‘Stands the church clock at ten to 3?’

Sitting in Cafe des Westens in Berlin in May 1912 was a ‘sweating, sick and hot’ Rupert Brooke, desperately missing The Old Vicarage in Grantchester – pining for his English home: ‘get me to England once again.’
How far and remote and alone he must have felt. In the poem he wrote that May day he recalls with imaginative nostalgia –
‘my flower beds’ ‘the chestnuts shade’ ‘a bosky wood…a slumbrous stream’ ‘the lilac is in bloom’ ‘May fields all golden’ ‘flower-lulled in sleepy grass.’

At first he is descriptive and comical then he asks questions (with increasing heartfelt inquiry) of the land he so loves.

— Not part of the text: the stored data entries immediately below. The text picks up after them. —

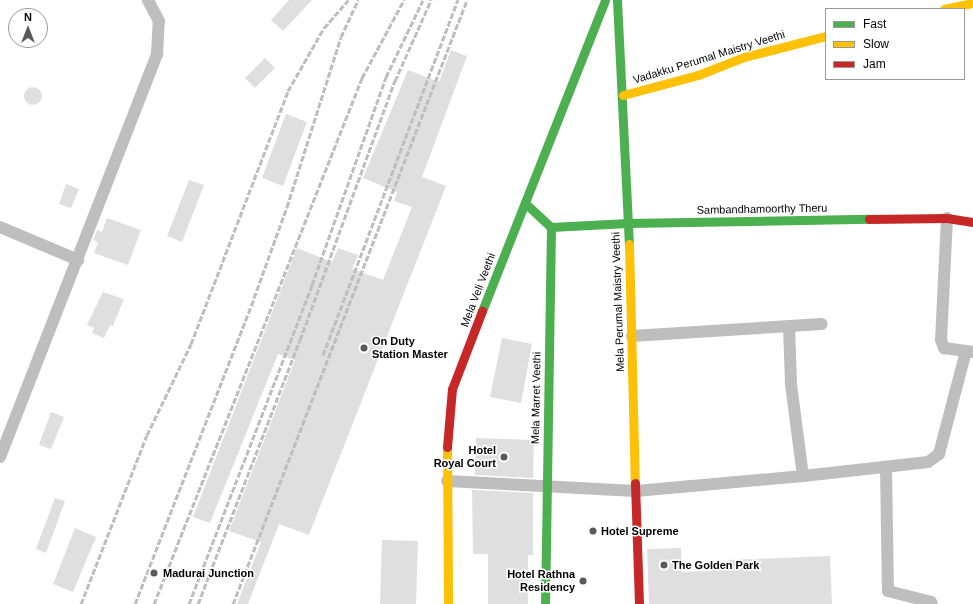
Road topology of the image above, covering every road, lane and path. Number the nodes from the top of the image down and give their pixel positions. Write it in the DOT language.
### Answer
graph roads {
  1 [pos="148,0"];
  2 [pos="606,0"];
  3 [pos="617,0"];
  4 [pos="973,3"];
  5 [pos="949,8"];
  6 [pos="825,36"];
  7 [pos="623,95"];
  8 [pos="525,203"];
  9 [pos="947,218"];
  10 [pos="973,222"];
  11 [pos="628,223"];
  12 [pos="0,227"];
  13 [pos="551,227"];
  14 [pos="78,260"];
  15 [pos="822,324"];
  16 [pos="789,326"];
  17 [pos="632,336"];
  18 [pos="969,351"];
  19 [pos="0,457"];
  20 [pos="886,466"];
  21 [pos="803,476"];
  22 [pos="447,481"];
  23 [pos="546,486"];
  24 [pos="636,491"];
  25 [pos="448,604"];
  26 [pos="545,604"];
  27 [pos="639,604"];
  28 [pos="932,604"];
  1 -- 14 [label="street"];
  2 -- 8 [label="street, Mela Veli Veethi"];
  3 -- 7 [label="street, Mela Perumal Maistry Veethi"];
  4 -- 5 [label="street"];
  6 -- 7 [label="street, Vadakku Perumal Maistry Veethi"];
  7 -- 11 [label="street, Mela Perumal Maistry Veethi"];
  8 -- 13 [label="street"];
  8 -- 22 [label="street, Mela Veli Veethi"];
  9 -- 10 [label="street, Sambandhamoorthy Theru"];
  9 -- 11 [label="street, Sambandhamoorthy Theru"];
  9 -- 18 [label="street"];
  11 -- 13 [label="street, Sambandhamoorthy Theru"];
  11 -- 17 [label="street, Mela Perumal Maistry Veethi"];
  12 -- 14 [label="street"];
  13 -- 23 [label="street, Mela Marret Veethi"];
  14 -- 19 [label="street"];
  15 -- 16 [label="street"];
  16 -- 17 [label="street"];
  16 -- 21 [label="street"];
  17 -- 24 [label="street, Mela Perumal Maistry Veethi"];
  18 -- 20 [label="street"];
  20 -- 21 [label="street"];
  20 -- 28 [label="street"];
  21 -- 24 [label="street"];
  22 -- 23 [label="street"];
  22 -- 25 [label="street, Mela Veli Veethi"];
  23 -- 24 [label="street"];
  23 -- 26 [label="street, Mela Marret Veethi"];
  24 -- 27 [label="street, Mela Perumal Maistry Veethi"];
}
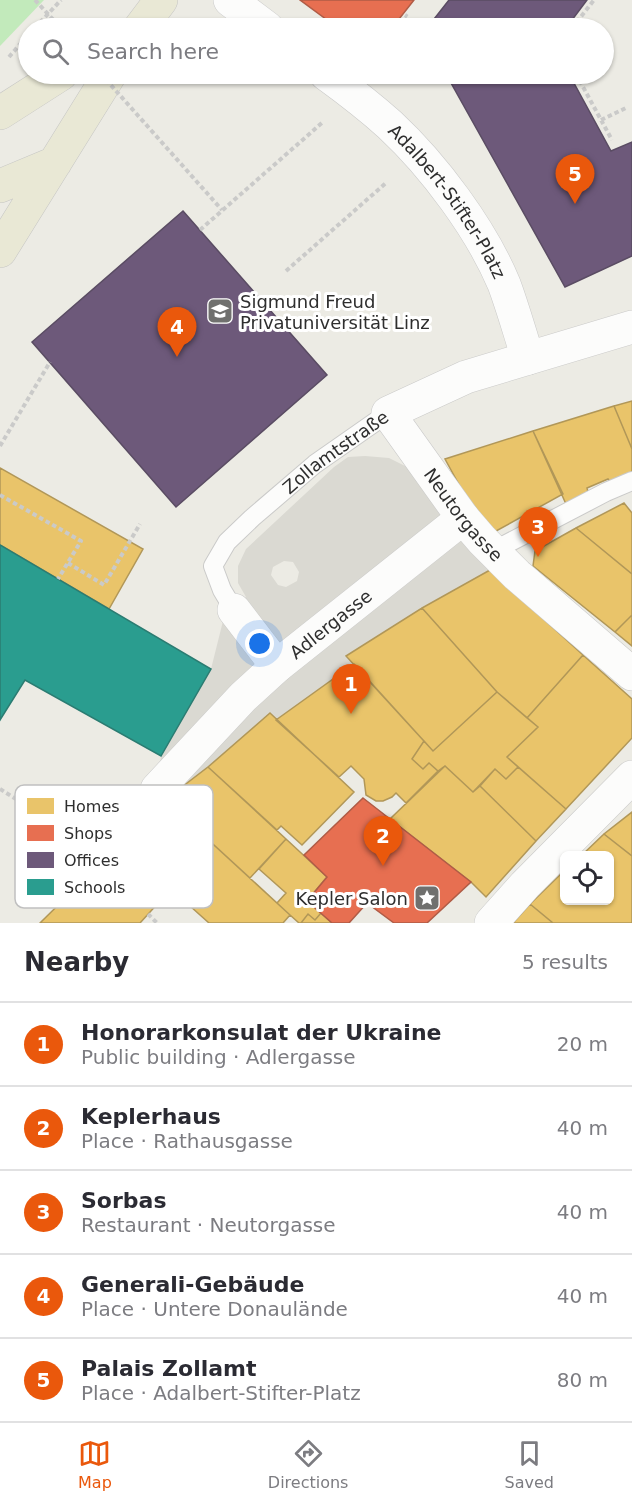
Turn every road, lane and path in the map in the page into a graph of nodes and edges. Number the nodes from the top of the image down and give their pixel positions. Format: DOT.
graph roads {
  1 [pos="35,0"];
  2 [pos="61,0"];
  3 [pos="161,0"];
  4 [pos="230,0"];
  5 [pos="594,0"];
  6 [pos="405,15"];
  7 [pos="44,18"];
  8 [pos="52,18"];
  9 [pos="148,18"];
  10 [pos="254,18"];
  11 [pos="407,18"];
  12 [pos="580,18"];
  13 [pos="18,46"];
  14 [pos="7,58"];
  15 [pos="45,84"];
  16 [pos="104,84"];
  17 [pos="110,84"];
  18 [pos="339,84"];
  19 [pos="581,84"];
  20 [pos="628,107"];
  21 [pos="0,113"];
  22 [pos="325,120"];
  23 [pos="601,120"];
  24 [pos="612,140"];
  25 [pos="55,163"];
  26 [pos="388,181"];
  27 [pos="0,186"];
  28 [pos="222,210"];
  29 [pos="200,230"];
  30 [pos="0,251"];
  31 [pos="286,271"];
  32 [pos="632,327"];
  33 [pos="528,358"];
  34 [pos="50,362"];
  35 [pos="388,413"];
  36 [pos="0,446"];
  37 [pos="632,481"];
  38 [pos="0,495"];
  39 [pos="463,518"];
  40 [pos="140,524"];
  41 [pos="492,551"];
  42 [pos="67,563"];
  43 [pos="58,579"];
  44 [pos="234,610"];
  45 [pos="277,666"];
  46 [pos="632,674"];
  47 [pos="632,777"];
  48 [pos="161,785"];
  49 [pos="0,789"];
  50 [pos="15,798"];
  51 [pos="148,914"];
  52 [pos="158,923"];
  53 [pos="491,923"];
  1 -- 8 [label="path, bridge"];
  2 -- 7 [label="path"];
  3 -- 9 [label="main road"];
  4 -- 10 [label="street"];
  5 -- 12 [label="path"];
  6 -- 11 [label="path"];
  13 -- 14 [label="path"];
  15 -- 21 [label="main road"];
  16 -- 25 [label="main road"];
  17 -- 28 [label="path, bridge"];
  18 -- 33 [label="street, Adalbert-Stifter-Platz"];
  19 -- 23 [label="path"];
  20 -- 23 [label="path"];
  22 -- 28 [label="path"];
  23 -- 24 [label="path"];
  25 -- 27 [label="main road"];
  25 -- 30 [label="main road"];
  26 -- 31 [label="path"];
  28 -- 29 [label="path"];
  32 -- 33 [label="street, Zollamtstraße"];
  33 -- 35 [label="street, Zollamtstraße"];
  34 -- 36 [label="path"];
  35 -- 39 [label="street, Neutorgasse"];
  35 -- 44 [label="lane, Zollamtstraße"];
  37 -- 41 [label="lane"];
  38 -- 42 [label="path"];
  39 -- 41 [label="street, Neutorgasse"];
  39 -- 45 [label="street, Adlergasse"];
  40 -- 42 [label="path"];
  41 -- 46 [label="street, Neutorgasse"];
  42 -- 43 [label="path"];
  44 -- 45 [label="street, Zollamtstraße"];
  45 -- 48 [label="street, Adlergasse"];
  47 -- 53 [label="street"];
  49 -- 50 [label="path"];
  51 -- 52 [label="path"];
}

At some point in our lives we will all miss our home & the things that make us, us. We will long to return, to belong again, to enjoy a hot pot of tea, marmite toast or a red post box.
Rupert Brooke would never return to live out a full life; he died in 1915.
Yet in this poem he has forever preserved a corner of England.
Yes Rupert, the church clock stands, turning the time & the bees are buzzing at the apple blossoms in the orchard. Oh & the sky is a deep blue, with a fat, fluffy white English cloud!